Kick It Out has used the findings of the consultation to shape its future work with the grassroots level. You can read the results below.
People involved with football at the grassroots level have suggested leagues could do more to combat discrimination, according to a consultation undertaken by Kick It Out, football’s equality and inclusion organisation.
Kick It Out’s Grassroots Consultation provides a snapshot of opinions of key personnel at that level of the sport – namely coaches, parents, players and referees.
Sixty three per cent of players, parents and coaches who completed the consultation believe that leagues do not do enough when it comes to eradicating discrimination from their games.
The consultation also revealed that 39% of referees felt they did not receive enough support when submitting a report of discrimination to their local grassroots football league.
Other areas of grassroots football that were looked into included witnessing, reporting and challenging discrimination as well as the impact of Kick It Out at the amateur level.
When it comes to challenging discrimination in the grassroots game, the consultation, which closed in December 2015, revealed that 84% of respondents suggested they would be comfortable in challenging discriminatory behaviour.

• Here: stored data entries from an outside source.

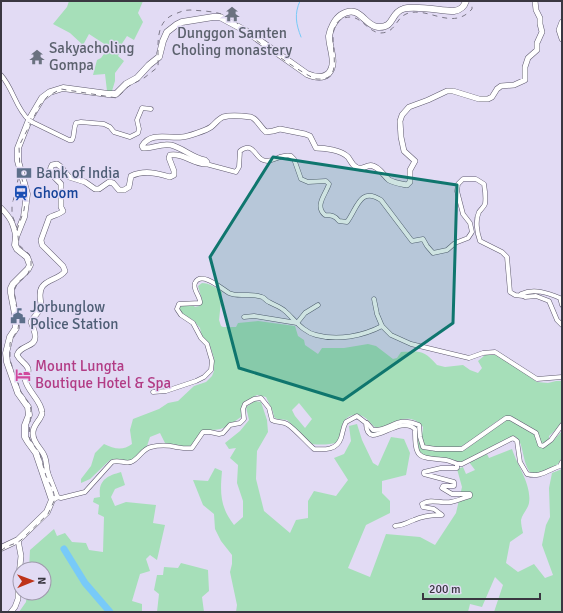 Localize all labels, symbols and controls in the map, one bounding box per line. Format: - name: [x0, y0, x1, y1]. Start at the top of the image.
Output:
- temple icon: Dunggon Samten Choling monastery: [223, 5, 241, 23]
- place label: Dunggon Samten Choling monastery: [172, 24, 292, 59]
- place label: Sakyacholing Gompa: [49, 39, 134, 74]
- temple icon: Sakyacholing Gompa: [28, 48, 46, 66]
- bank icon: Bank of India: [15, 164, 33, 182]
- place label: Bank of India: [36, 164, 120, 182]
- station icon: Ghoom: [12, 184, 30, 202]
- place label: Ghoom: [33, 184, 78, 202]
- place label: Jorbunglow Police Station: [30, 298, 119, 333]
- public building icon: Jorbunglow Police Station: [9, 307, 27, 325]
- place label: Mount Lungta Boutique Hotel & Spa: [35, 357, 171, 392]
- hotel icon: Mount Lungta Boutique Hotel & Spa: [14, 366, 32, 384]
- north arrow: [12, 561, 52, 601]
- scale bar: [423, 575, 540, 601]
- text: N: [35, 577, 48, 585]
- text: 200 m: [429, 582, 461, 597] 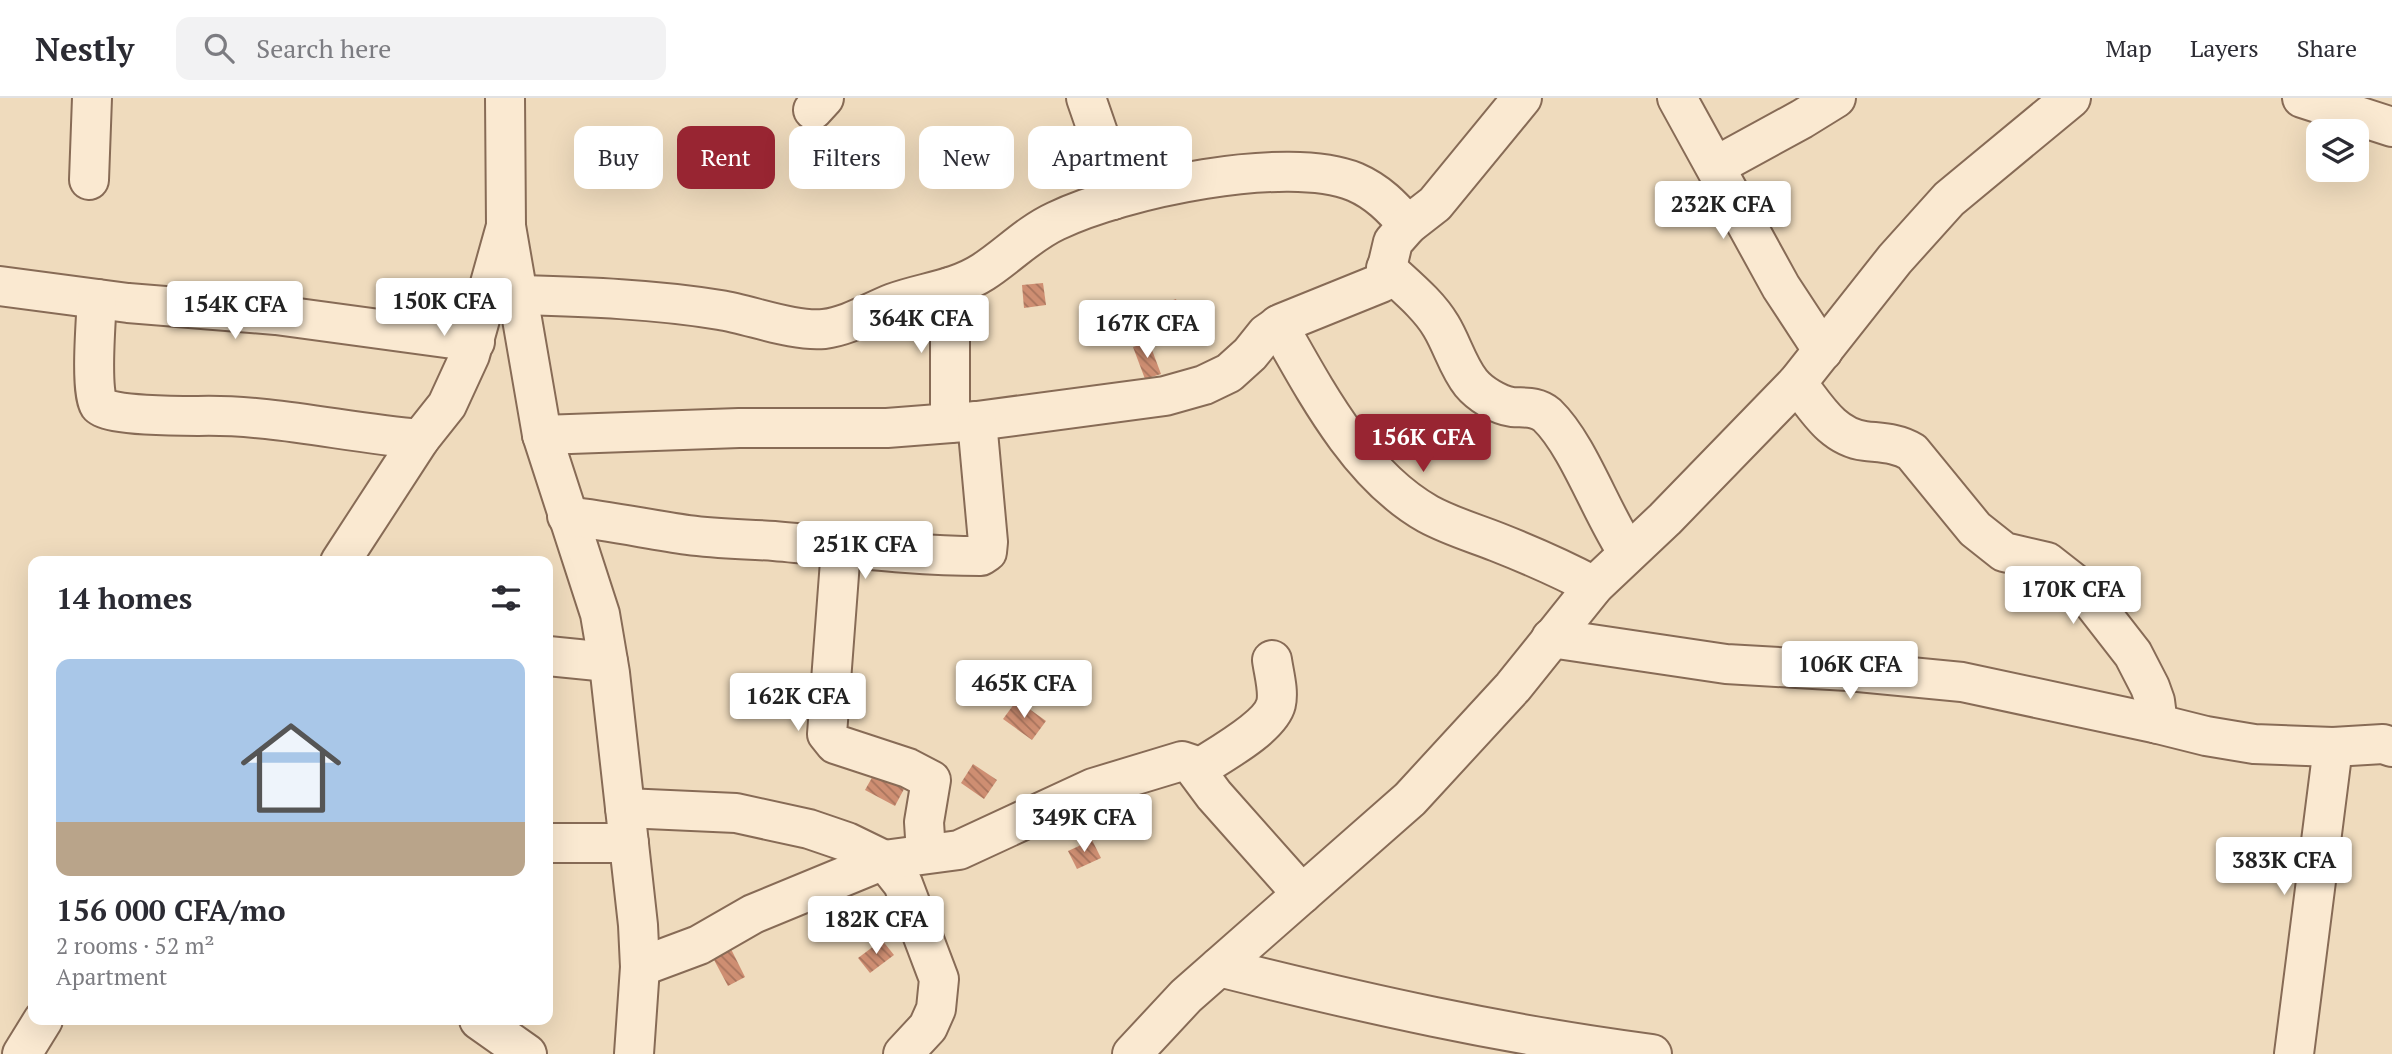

Half had witnessed discrimination at grassroots level, while 22% have themselves been a victim.
The organisation’s work at the professional level has been well documented since its inception in 1993, but there is recognition that more needs to be done to make a substantial impact and improve the game at grassroots level. Kick It Out will be intensifying its approach at this level of the game moving forwards.
Lord Herman Ouseley, Kick It Out Chair, said: “The professional game has improved the way it deals with discrimination reports and hate crime, but there is still much to progress at grassroots level.
“Those playing the game at grassroots level need more support and Kick It Out intends to lead in this area.
“Football cannot ignore increasing prejudice in society and there’s a duty to make it a safer place for future generations.”
Almost half – 47% – did not feel Kick It Out had a noticeable impact on grassroots football, with 86% of respondents suggesting this could be improved by getting more players, coaches and clubs involved in the organisation’s initiatives.
Troy Townsend, Education and Development Manager, added: “It is my belief that leagues and County FA’s need to do more to challenge discrimination going on at grassroots level and I’m glad that the consultation has revealed people actively playing a part in the game feel the same.
“The consultation shows a positive message in the fact that people are not afraid to challenge discrimination if it happens but they certainly need to know more about the work Kick It Out does and the procedures for reporting incidents.
“Kick It Out will be more proactive at grassroots level and the organisation will consider these results as we look to spread the message of equality and inclusion for all in football, regardless of level.”